Komitmen Indonesia untuk memitigasi dampak perubahan iklim sesuai Persetujuan Paris dan Nationally Determined Contribution terus dilakukan melalui beragam cara salah satunya program transisi energi dari fosil ke energi terbarukan.
 
Penasihat Keuangan Energi Berkelanjutan Deni Gumilang dalam keterangan yang dikutip di Jakarta, Sabtu, mengatakan skema pembiayaan menjadi salah satu komponen penting dalam upaya menurunkan emisi karbon di sektor energi.
 
"Berbagai mekanisme mobilisasi pendanaan dan investasi pembiayaan telah ada di Indonesia.
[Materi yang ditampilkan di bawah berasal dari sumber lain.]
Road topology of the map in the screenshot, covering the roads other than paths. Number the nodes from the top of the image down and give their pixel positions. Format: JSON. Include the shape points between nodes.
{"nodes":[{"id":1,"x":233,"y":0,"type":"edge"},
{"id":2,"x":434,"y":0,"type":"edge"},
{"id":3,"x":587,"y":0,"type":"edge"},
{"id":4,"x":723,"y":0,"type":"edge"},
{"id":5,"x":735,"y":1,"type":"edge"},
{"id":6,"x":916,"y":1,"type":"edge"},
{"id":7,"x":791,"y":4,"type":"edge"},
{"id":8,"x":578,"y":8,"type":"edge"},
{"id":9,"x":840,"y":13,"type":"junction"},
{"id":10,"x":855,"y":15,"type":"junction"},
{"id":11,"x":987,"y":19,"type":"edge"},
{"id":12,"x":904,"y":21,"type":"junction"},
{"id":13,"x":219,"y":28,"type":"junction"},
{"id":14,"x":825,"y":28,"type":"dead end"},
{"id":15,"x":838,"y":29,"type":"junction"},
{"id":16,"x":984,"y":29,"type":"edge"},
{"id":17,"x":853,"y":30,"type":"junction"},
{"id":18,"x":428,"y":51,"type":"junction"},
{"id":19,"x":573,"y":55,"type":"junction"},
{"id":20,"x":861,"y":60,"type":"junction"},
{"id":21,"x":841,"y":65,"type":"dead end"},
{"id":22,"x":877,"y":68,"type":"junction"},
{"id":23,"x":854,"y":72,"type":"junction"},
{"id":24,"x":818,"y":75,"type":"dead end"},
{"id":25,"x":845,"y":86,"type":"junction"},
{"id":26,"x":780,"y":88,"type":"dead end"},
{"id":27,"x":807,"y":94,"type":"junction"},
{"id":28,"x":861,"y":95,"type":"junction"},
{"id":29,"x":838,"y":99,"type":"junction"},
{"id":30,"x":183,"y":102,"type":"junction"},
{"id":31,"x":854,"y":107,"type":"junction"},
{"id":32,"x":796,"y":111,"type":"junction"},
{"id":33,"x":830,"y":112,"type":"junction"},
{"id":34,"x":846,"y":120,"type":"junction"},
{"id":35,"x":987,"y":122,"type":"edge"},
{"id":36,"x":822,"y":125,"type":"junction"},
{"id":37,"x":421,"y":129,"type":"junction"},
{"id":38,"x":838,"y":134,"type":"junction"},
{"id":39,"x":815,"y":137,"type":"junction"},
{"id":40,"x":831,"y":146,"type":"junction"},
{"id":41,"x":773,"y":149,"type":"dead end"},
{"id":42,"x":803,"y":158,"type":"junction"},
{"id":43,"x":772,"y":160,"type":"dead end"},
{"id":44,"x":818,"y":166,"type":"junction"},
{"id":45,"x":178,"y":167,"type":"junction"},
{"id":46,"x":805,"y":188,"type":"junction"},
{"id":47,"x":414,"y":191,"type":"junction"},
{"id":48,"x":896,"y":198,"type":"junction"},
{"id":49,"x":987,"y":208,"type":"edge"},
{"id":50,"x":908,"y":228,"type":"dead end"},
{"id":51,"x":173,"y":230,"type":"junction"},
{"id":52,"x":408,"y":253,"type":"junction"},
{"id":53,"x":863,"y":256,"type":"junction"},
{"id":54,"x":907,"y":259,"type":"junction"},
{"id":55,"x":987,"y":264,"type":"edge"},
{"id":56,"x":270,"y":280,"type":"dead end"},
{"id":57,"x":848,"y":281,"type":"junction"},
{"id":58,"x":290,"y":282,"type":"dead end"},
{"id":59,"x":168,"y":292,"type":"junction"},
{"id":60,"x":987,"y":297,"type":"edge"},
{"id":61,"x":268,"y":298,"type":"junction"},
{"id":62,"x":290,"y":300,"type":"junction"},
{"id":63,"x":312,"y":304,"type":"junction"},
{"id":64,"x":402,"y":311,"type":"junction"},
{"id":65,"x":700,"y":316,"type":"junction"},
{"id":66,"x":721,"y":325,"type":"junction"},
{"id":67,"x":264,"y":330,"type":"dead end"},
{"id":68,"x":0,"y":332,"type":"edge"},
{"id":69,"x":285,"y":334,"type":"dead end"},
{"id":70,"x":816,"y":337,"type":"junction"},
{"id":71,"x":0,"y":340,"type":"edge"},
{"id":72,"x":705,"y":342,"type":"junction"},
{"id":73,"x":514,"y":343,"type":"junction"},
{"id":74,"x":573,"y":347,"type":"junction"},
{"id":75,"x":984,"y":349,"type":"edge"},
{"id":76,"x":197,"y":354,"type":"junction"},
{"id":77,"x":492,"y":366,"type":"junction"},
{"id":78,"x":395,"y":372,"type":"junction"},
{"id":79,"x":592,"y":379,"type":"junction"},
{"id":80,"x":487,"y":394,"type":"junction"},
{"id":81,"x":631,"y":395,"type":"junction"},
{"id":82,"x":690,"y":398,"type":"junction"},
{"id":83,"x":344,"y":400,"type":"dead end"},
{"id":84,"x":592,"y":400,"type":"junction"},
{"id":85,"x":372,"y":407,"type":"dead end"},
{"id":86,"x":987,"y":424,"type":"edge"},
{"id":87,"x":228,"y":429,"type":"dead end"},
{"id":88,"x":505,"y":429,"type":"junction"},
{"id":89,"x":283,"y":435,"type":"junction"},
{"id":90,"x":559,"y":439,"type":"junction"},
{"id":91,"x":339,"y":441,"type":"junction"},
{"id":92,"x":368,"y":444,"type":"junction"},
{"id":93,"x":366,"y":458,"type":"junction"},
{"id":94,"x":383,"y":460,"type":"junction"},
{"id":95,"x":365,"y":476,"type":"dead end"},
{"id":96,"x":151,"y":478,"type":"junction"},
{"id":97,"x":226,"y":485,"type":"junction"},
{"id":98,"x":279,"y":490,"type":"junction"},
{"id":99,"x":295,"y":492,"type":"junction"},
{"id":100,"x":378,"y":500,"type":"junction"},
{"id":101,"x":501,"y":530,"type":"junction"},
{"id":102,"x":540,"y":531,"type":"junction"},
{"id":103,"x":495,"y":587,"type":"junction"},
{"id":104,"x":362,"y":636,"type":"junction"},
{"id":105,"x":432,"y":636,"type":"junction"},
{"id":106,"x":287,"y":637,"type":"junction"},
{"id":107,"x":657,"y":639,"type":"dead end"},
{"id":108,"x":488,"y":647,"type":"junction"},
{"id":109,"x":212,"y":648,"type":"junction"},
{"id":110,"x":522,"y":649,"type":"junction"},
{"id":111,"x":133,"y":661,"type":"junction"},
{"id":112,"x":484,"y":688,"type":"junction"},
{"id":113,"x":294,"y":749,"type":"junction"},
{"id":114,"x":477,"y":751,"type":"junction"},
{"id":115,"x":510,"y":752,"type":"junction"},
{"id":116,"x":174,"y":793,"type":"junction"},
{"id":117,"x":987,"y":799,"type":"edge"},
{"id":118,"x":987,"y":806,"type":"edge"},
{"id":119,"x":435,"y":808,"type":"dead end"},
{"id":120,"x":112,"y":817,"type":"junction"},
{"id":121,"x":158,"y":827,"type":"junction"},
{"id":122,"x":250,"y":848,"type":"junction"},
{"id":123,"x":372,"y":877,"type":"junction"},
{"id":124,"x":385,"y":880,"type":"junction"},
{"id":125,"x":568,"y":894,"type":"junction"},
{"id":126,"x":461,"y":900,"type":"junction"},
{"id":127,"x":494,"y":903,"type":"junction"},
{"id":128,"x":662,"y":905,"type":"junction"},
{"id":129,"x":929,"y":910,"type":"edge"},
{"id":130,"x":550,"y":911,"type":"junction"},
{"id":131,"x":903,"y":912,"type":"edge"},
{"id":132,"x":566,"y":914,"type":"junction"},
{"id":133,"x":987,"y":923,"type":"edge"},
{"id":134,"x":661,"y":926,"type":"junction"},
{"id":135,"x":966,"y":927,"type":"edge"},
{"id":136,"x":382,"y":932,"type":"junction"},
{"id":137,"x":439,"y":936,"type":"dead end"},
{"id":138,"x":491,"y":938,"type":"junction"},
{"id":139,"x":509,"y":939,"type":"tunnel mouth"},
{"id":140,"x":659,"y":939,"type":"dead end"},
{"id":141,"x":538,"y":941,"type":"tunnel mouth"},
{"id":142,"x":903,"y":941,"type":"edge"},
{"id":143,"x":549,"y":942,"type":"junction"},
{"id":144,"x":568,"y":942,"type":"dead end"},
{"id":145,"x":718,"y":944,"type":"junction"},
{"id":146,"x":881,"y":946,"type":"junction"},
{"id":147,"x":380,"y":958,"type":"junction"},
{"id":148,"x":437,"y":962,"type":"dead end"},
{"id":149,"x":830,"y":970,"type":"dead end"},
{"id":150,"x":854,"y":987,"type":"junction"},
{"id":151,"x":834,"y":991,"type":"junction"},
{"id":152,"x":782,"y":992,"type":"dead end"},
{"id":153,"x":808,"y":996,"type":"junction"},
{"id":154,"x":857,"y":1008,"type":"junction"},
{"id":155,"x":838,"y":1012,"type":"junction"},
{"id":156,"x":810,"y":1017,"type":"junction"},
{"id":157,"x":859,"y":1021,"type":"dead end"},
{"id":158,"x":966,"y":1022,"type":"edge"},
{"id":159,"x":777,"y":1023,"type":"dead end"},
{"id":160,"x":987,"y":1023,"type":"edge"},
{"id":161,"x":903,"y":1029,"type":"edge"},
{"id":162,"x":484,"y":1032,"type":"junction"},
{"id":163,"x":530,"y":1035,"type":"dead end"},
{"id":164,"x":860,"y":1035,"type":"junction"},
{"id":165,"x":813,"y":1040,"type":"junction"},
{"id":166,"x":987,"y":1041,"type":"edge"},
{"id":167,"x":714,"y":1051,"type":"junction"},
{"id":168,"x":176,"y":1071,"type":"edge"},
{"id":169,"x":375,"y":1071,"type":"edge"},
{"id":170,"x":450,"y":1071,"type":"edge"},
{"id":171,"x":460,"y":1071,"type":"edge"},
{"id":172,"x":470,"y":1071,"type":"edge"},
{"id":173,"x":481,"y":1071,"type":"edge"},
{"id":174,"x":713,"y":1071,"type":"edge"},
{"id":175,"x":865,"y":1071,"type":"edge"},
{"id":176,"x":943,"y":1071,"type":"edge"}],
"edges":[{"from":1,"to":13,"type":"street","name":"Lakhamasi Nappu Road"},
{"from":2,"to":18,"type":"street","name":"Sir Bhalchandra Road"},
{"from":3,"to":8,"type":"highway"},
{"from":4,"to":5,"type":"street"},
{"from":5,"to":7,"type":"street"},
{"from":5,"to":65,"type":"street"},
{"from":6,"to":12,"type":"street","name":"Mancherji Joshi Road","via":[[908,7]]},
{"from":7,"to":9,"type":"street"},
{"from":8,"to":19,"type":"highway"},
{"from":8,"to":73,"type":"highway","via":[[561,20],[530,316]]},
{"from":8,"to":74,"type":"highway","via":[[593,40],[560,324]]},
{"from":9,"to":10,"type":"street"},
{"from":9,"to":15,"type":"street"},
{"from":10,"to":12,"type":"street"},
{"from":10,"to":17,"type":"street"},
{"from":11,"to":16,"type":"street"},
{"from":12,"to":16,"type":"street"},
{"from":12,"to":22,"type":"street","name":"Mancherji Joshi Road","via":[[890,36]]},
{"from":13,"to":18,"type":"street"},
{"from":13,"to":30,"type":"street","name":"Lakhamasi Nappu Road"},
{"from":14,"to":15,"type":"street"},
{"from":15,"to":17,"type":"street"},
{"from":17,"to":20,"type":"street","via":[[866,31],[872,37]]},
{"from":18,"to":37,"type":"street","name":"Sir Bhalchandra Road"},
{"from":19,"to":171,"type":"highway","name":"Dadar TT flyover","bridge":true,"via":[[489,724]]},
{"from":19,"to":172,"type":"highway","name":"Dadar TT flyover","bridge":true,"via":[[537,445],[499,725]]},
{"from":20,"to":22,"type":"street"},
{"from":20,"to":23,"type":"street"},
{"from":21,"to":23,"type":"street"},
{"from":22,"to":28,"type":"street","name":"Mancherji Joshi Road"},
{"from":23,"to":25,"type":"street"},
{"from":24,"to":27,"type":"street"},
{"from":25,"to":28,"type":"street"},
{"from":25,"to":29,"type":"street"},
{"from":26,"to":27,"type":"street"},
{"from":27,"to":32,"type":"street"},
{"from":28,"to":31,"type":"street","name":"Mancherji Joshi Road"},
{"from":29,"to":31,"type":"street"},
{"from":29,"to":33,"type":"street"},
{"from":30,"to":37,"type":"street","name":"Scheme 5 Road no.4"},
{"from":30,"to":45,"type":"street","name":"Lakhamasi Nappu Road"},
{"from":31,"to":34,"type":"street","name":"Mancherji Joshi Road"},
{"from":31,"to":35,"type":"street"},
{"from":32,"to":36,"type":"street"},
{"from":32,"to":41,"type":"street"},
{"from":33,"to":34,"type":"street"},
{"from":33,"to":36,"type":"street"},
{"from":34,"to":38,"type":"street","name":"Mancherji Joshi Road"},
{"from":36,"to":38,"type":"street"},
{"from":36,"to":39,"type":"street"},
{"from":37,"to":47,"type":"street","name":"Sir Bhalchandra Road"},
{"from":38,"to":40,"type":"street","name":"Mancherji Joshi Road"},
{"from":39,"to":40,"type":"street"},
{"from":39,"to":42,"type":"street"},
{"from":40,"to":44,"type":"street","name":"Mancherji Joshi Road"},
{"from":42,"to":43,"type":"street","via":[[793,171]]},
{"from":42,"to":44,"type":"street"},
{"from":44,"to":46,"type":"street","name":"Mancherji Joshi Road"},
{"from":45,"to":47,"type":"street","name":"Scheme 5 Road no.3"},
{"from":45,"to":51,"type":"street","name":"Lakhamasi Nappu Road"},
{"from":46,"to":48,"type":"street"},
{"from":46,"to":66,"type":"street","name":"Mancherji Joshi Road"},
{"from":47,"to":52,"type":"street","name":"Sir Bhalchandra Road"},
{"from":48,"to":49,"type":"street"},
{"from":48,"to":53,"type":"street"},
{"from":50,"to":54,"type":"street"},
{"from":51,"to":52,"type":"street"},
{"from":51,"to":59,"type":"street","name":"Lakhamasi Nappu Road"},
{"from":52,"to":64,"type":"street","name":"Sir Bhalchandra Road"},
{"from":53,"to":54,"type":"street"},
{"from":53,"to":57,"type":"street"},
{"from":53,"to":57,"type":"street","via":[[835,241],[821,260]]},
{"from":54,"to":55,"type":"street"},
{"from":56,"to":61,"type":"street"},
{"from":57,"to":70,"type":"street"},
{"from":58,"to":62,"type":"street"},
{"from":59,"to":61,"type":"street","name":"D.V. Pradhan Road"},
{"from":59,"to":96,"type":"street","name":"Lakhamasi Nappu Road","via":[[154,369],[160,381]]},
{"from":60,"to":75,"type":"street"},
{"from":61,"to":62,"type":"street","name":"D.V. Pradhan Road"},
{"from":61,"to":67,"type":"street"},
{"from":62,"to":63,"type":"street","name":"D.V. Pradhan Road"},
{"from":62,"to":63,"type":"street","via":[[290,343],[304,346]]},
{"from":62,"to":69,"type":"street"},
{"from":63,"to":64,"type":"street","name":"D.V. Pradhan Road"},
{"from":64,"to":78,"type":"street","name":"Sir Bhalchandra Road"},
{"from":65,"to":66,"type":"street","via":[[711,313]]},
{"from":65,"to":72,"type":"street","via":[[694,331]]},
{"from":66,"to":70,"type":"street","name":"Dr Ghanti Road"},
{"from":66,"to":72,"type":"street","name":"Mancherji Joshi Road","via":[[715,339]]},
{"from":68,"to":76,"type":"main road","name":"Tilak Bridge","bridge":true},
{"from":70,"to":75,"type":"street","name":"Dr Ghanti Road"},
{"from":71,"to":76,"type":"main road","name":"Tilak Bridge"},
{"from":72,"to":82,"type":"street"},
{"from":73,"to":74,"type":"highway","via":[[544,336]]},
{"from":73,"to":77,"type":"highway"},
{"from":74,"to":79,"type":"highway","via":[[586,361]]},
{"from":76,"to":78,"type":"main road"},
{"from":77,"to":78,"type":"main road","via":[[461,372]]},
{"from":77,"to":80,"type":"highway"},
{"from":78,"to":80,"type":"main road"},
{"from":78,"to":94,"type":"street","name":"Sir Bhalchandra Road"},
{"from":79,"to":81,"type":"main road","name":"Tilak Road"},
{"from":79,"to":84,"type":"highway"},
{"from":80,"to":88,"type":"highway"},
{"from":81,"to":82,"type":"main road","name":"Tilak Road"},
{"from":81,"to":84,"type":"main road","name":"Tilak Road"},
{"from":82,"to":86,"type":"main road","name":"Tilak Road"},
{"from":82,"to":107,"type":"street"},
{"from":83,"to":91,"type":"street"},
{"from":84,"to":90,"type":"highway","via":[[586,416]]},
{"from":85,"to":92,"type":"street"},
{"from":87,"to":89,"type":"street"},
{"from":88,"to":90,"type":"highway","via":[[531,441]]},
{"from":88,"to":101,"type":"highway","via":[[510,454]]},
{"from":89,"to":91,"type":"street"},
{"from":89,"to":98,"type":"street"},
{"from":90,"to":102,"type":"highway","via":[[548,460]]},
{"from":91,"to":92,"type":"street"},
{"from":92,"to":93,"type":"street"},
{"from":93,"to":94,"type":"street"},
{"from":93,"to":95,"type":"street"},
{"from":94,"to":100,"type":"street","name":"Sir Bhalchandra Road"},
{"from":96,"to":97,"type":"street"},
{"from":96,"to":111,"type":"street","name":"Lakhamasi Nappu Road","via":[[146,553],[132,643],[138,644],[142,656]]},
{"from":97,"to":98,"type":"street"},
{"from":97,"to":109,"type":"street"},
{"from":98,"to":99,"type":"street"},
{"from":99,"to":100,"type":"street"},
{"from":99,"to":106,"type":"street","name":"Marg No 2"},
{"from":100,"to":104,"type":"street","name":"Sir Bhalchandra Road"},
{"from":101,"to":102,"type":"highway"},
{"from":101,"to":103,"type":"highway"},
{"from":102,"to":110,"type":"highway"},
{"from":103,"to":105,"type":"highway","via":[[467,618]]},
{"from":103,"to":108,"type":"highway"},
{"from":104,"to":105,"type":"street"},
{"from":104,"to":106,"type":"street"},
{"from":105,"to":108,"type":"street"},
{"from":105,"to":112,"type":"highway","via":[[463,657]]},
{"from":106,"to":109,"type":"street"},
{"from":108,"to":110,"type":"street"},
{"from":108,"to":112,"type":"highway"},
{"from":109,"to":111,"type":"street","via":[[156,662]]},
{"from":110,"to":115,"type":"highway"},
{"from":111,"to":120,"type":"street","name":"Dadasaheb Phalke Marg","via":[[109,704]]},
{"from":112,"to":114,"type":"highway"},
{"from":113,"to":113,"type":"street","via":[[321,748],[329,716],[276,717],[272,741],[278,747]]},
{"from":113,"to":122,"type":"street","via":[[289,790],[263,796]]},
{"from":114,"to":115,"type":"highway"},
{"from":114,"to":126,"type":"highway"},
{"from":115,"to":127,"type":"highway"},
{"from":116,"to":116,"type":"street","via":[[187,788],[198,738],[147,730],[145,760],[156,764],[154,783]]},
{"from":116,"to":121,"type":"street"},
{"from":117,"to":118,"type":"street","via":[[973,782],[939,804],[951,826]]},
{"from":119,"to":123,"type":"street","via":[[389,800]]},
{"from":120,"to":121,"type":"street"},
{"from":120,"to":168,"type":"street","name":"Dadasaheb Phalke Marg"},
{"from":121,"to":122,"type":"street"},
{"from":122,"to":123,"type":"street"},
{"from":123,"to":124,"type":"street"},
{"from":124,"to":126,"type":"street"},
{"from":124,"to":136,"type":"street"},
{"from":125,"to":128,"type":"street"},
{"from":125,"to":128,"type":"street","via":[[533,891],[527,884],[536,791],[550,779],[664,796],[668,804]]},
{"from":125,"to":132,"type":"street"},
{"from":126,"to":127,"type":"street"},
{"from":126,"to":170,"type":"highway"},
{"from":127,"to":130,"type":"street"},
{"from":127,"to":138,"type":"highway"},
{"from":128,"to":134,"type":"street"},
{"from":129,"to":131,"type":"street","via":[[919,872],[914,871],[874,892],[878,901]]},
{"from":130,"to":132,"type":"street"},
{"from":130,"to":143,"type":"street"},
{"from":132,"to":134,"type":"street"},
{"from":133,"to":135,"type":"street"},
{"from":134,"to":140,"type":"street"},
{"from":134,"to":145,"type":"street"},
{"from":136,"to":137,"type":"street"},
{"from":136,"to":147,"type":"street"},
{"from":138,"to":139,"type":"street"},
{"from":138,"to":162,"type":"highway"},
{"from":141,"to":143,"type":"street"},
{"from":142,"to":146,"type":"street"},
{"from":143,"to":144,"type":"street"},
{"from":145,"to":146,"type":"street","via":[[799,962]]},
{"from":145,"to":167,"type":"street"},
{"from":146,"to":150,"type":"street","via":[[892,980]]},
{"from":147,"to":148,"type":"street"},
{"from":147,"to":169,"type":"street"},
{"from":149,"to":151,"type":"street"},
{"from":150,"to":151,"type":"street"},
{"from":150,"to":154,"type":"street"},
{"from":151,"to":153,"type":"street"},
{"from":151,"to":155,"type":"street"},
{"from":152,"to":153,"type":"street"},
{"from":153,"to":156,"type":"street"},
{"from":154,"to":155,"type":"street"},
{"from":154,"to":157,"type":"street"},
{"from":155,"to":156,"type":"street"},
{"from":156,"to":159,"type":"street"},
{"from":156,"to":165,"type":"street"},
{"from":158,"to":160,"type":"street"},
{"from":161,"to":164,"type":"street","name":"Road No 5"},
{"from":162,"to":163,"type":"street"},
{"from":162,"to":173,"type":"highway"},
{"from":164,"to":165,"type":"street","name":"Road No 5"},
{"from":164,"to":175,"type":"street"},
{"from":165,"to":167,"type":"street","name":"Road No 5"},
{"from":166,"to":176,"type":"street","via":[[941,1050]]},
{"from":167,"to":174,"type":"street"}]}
Tren menunjukkan bahwa climate financing dapat menjadi salah satu sumber pendanaan yang dapat mendukung proses transisi energi di Indonesia," kata Deni.
 
Wakil Manajer Program GIZ Indonesia itu menambahkan bahwa integrasi ataupun modifikasi terhadap berbagai instrumen yang ada juga dapat menjadi modalitas yang baik dalam mendukung proses transisi energi di Indonesia.
 
Menurutnya, prioritas instrumen de-risking kebijakan diperlukan karena isu-isu yang lebih banyak dihadapi saat ini berupa aspek regulasi.
 
"Kerangka peraturan yang lebih baik dan lingkungan bisnis yang ramah untuk pertumbuhan energi terbarukan akan dapat menciptakan landasan yang kokoh terkait mobilisasi pendanaan dan mekanisme pembiayaan ke depannya," ujar Deni.
 
Lebih lanjut ia menyampaikan kondisi pendanaan dapat dipenuhi melalui beberapa implementasi instrumen de-risking kebijakan, di antaranya meningkatkan target dan kebijakan energi terbarukan terutama dalam hal kejelasan, konsistensi, kredibilitas, dan koherensinya; reformasi kebijakan insentif dan penetapan harga, khususnya kebijakan penetapan harga dan subsidi yang berfokus pada energi terbarukan.
 
Kemudian, menciptakan proses perijinan dan pengadaan yang efektif dan efisien untuk memberikan keamanan dan kepastian investasi; meningkatkan kualitas manajemen risiko proyek dengan memberikan standar, peringkat, dan dukungan teknis; dan meningkatkan kelayakan & kredibilitas proyek dengan memfasilitasi penelitian, pengembangan proyek, serta pengembangan kapasitas.
 
Berdasarkan kalkulasi yang dilakukan Kementerian ESDM, angka kebutuhan investasi energi bersih di Indonesia mencapai 1.177 miliar dolar AS untuk membangun pembangkit listrik yang bersumber dari energi terbarukan sebesar 587 gigawatt hingga 2060.
 
Rincian nilai investasi untuk proyek setrum bersih itu adalah pembangunan pembangkit listrik sebesar 1.042 miliar dolar AS dan transmisi sebesar 135 miliar dolar AS.
 
Saat ini, pemerintah sedang mempersiapkan peraturan presiden terkait tarif energi terbarukan untuk dapat menarik minat para investor agar mau menanamkan modal ke Indonesia.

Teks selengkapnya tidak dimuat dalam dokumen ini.